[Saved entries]
BEGIN

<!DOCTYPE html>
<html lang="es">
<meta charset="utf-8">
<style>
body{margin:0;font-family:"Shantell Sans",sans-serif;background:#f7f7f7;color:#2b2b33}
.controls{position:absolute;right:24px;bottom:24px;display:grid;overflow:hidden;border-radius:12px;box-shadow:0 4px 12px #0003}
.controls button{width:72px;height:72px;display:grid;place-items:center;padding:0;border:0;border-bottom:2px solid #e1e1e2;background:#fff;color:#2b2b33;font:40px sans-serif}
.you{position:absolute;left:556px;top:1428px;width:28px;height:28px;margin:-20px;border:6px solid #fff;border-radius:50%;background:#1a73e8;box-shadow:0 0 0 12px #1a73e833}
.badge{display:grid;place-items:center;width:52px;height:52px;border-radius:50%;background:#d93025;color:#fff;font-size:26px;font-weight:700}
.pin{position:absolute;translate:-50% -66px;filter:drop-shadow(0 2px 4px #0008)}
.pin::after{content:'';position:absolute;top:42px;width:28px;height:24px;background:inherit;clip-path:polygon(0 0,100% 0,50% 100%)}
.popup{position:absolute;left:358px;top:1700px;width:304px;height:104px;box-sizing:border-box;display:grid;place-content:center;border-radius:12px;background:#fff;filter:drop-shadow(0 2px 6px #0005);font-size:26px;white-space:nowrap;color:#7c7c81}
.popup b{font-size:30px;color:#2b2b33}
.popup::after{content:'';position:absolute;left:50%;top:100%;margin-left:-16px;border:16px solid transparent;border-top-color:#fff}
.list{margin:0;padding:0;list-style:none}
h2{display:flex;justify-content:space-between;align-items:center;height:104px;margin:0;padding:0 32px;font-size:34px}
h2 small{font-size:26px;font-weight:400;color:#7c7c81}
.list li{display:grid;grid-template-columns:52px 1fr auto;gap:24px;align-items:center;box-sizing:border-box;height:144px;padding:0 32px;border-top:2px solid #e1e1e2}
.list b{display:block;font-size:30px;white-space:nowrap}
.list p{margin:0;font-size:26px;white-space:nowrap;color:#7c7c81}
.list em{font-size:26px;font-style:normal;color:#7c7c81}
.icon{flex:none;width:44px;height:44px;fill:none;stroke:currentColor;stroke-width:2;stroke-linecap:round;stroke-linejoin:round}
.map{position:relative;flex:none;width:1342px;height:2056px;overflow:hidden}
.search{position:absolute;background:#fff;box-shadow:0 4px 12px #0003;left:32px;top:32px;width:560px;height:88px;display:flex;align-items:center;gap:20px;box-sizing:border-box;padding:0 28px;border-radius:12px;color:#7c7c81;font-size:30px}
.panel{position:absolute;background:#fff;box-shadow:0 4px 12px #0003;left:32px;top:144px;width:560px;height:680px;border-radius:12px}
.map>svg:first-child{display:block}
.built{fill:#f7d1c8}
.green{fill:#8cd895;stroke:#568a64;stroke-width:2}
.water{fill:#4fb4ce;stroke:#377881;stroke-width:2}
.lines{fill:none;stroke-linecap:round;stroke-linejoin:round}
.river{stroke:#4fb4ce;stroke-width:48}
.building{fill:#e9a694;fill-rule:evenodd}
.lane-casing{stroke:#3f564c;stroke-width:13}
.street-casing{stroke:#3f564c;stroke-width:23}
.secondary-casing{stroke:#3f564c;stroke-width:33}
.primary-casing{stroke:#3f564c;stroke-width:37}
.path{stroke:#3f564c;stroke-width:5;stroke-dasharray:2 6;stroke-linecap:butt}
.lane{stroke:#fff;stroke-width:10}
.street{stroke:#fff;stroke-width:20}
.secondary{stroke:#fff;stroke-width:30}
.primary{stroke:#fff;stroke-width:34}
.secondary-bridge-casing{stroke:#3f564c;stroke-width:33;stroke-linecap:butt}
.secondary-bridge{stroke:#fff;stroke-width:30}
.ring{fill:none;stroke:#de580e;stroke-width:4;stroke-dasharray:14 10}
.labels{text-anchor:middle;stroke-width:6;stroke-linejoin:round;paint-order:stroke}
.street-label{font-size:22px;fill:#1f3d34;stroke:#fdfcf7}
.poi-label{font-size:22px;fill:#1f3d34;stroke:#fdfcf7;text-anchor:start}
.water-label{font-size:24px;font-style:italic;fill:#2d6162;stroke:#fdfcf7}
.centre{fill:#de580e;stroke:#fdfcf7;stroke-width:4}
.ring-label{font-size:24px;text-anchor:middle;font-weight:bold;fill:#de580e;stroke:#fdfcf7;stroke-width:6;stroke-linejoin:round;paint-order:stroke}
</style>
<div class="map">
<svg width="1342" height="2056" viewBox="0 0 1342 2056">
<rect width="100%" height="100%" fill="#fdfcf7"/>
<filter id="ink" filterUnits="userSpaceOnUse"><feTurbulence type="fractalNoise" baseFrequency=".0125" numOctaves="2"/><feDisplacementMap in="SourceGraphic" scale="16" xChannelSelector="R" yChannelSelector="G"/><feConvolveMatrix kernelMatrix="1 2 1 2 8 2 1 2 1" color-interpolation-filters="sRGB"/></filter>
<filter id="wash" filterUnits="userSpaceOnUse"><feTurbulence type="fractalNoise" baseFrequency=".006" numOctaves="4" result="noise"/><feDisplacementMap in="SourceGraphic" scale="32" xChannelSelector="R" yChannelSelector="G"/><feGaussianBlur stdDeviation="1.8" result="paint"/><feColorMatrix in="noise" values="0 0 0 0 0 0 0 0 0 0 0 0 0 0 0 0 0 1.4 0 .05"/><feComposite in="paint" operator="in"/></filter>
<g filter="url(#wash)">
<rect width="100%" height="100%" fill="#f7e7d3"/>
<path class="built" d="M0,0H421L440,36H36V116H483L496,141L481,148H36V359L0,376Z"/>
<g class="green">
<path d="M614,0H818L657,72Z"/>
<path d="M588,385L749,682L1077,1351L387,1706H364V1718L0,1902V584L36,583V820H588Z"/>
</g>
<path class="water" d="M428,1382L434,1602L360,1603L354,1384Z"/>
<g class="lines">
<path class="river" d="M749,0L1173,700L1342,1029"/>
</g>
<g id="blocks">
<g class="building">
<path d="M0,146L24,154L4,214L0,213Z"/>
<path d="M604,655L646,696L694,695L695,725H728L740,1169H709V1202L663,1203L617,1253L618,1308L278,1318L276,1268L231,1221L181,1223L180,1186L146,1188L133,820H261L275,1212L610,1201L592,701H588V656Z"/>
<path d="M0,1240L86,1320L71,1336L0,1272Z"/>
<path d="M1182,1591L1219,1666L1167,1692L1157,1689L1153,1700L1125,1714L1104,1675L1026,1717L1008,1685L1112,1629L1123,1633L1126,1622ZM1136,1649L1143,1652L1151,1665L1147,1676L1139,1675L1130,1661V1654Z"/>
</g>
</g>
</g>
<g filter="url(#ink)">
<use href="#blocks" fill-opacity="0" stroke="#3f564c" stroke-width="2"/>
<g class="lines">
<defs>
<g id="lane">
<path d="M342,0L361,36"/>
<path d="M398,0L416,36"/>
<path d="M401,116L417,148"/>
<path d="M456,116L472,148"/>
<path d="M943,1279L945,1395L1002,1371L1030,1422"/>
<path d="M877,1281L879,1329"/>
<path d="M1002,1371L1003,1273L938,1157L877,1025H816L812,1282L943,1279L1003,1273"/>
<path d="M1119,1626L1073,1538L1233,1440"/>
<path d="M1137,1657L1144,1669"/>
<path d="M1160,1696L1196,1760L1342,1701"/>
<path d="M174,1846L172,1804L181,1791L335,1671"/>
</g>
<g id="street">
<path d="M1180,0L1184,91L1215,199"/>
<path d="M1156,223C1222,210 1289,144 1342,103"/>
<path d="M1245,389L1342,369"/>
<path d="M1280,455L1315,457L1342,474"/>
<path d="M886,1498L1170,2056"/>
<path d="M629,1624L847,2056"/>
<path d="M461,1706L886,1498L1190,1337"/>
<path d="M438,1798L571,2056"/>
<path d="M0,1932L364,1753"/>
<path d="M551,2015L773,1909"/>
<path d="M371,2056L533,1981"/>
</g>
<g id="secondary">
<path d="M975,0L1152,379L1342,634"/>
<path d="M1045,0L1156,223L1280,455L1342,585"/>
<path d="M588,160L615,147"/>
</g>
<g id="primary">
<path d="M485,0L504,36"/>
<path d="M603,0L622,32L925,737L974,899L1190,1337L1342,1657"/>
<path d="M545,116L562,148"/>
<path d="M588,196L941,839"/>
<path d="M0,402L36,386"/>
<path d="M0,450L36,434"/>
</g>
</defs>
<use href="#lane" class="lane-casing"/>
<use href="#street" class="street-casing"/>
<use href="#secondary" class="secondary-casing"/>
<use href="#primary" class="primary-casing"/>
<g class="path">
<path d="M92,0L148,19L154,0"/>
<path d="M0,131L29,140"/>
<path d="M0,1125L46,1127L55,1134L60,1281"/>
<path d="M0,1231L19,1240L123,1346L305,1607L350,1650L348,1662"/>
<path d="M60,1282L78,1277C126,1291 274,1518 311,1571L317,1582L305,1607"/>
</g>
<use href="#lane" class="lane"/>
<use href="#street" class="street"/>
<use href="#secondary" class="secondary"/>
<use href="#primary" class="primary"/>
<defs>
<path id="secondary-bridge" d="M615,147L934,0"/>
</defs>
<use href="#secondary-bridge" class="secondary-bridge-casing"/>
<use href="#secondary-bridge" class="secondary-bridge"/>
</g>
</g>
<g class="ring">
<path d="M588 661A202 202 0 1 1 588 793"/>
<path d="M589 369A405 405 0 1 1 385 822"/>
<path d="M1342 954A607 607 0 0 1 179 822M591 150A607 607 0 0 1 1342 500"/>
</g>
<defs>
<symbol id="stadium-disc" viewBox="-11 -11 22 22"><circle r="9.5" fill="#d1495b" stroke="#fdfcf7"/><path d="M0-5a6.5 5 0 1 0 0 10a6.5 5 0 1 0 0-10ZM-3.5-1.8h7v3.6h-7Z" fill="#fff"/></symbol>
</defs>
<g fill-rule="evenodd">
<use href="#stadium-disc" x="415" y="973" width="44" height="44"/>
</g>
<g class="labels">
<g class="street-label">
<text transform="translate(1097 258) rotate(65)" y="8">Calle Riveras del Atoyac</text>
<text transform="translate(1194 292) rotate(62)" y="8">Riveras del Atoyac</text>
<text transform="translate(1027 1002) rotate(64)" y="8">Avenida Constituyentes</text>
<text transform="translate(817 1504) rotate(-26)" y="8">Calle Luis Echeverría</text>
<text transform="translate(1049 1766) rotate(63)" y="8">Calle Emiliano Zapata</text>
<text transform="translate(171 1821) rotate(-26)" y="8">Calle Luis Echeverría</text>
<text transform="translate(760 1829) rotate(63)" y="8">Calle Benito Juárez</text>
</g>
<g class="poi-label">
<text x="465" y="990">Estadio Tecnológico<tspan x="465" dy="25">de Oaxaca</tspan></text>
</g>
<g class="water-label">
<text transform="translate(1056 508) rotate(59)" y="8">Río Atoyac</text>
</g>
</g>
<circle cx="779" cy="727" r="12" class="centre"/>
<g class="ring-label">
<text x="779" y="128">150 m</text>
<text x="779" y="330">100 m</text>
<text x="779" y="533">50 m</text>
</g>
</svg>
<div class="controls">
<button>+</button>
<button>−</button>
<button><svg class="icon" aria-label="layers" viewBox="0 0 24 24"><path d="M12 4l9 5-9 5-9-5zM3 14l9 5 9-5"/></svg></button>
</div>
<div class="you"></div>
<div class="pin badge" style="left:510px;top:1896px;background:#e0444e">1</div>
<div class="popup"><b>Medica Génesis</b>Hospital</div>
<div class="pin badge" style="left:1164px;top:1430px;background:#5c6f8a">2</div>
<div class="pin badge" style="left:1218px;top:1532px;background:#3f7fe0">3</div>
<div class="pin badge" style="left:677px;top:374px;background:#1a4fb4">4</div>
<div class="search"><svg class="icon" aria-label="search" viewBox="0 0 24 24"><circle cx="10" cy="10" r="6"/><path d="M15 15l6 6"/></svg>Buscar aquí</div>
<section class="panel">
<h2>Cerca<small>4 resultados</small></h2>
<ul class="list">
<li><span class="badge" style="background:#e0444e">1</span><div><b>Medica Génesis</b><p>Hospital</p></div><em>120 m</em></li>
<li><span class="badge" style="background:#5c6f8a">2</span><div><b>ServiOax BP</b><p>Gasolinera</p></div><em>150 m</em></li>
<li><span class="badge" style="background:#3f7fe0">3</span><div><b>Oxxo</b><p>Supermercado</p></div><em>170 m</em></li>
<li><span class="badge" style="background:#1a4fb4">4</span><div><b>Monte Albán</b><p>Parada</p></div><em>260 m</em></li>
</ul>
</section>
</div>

END

Task to complete |
Return all lines of the data in which the string "feDisplacementMap" appears.

Output for this task |
<filter id="ink" filterUnits="userSpaceOnUse"><feTurbulence type="fractalNoise" baseFrequency=".0125" numOctaves="2"/><feDisplacementMap in="SourceGraphic" scale="16" xChannelSelector="R" yChannelSelector="G"/><feConvolveMatrix kernelMatrix="1 2 1 2 8 2 1 2 1" color-interpolation-filters="sRGB"/></filter>
<filter id="wash" filterUnits="userSpaceOnUse"><feTurbulence type="fractalNoise" baseFrequency=".006" numOctaves="4" result="noise"/><feDisplacementMap in="SourceGraphic" scale="32" xChannelSelector="R" yChannelSelector="G"/><feGaussianBlur stdDeviation="1.8" result="paint"/><feColorMatrix in="noise" values="0 0 0 0 0 0 0 0 0 0 0 0 0 0 0 0 0 1.4 0 .05"/><feComposite in="paint" operator="in"/></filter>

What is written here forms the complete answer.